Le judaïsme accepte-t-il qu’on caricature Dieu ou les prophètes ? David Meyer : Il faut avant tout rappeler un élément fondamental : le judaïsme a une aversion pour l’image. Elle n’encourage pas à la réflexion et ne suscite que des réactions émotionnelles et intuitives. C’est la raison pour laquelle, le judaïsme privilégie l’écrit et c’est de cette manière qu’on peut porter la critique.
Cela signifie-t-il que la satire, même virulente et corrosive, de la religion soit interdite ? D. Meyer : Non. On peut critiquer et même satiriquement Dieu ou les prophètes, mais il vaut mieux à travers l’écrit. Ainsi, dans le Talmud, on trouve des Midrashim (commentaires) extrêmement critiques sur l’attitude des prophètes. Même dans la Bible, certains passages n’épargnent pas les patriarches. Ainsi, le beau-père de Moïse, Jethro, s’attaque ouvertement à son gendre en jugeant sa conduite inacceptable et lamentable. Or, Jethro n’est pas un Hébreu. C’est un prêtre madianite païen ! Lorsqu’on pense à ce qui passe aujourd’hui avec les caricatures de Charlie Hebdo ou le film sur Mahomet, l’exemple de Jethro doit nous permettre de prendre du recul par rapport à ces incidents.

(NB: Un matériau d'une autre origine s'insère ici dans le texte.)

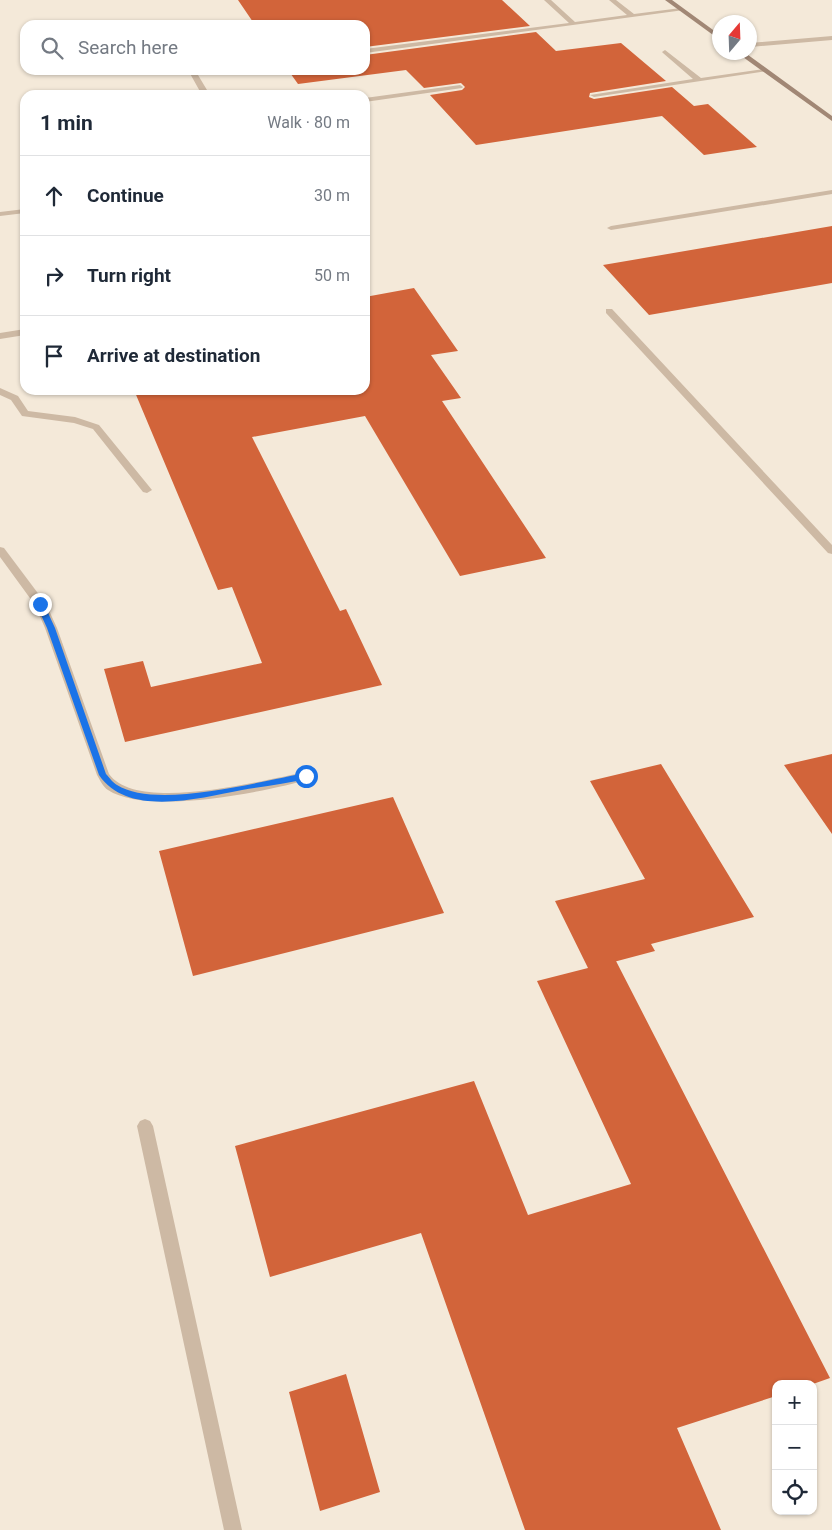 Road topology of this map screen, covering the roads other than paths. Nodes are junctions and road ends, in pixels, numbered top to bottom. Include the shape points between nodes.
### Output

Mais en dehors de ces exemples propres au monde religieux juif, peut-on tourner Dieu en dérision ? D. Meyer : Oui et les exemples sont nombreux, mais à nouveau ils sont formulés sous forme d’écrits. Ainsi, des idéologues sionistes du 19e siècle ne se sont jamais privés de critiquer le judaïsme en le présentant sous des aspects ridicules et peu amènes. Dans un autre registre, des textes très durs ont été publiés à travers les siècles par des intellectuels et des penseurs juifs pour critiquer sévèrement un Dieu qu’ils considèrent injuste et cruel. Ils se demandent souvent comment Dieu abandonne son peuple alors qu’il est en train de se faire massacrer ou exterminer. Personne n’a jamais appeler aux meurtre des auteurs de ces textes. C’est pourquoi je demeure convaincu qu’il vaut mieux faire passer des messages très critiques, non pas par le biais de caricatures, mais plutôt à travers des écrits qui ont le mérite de susciter la réflexion.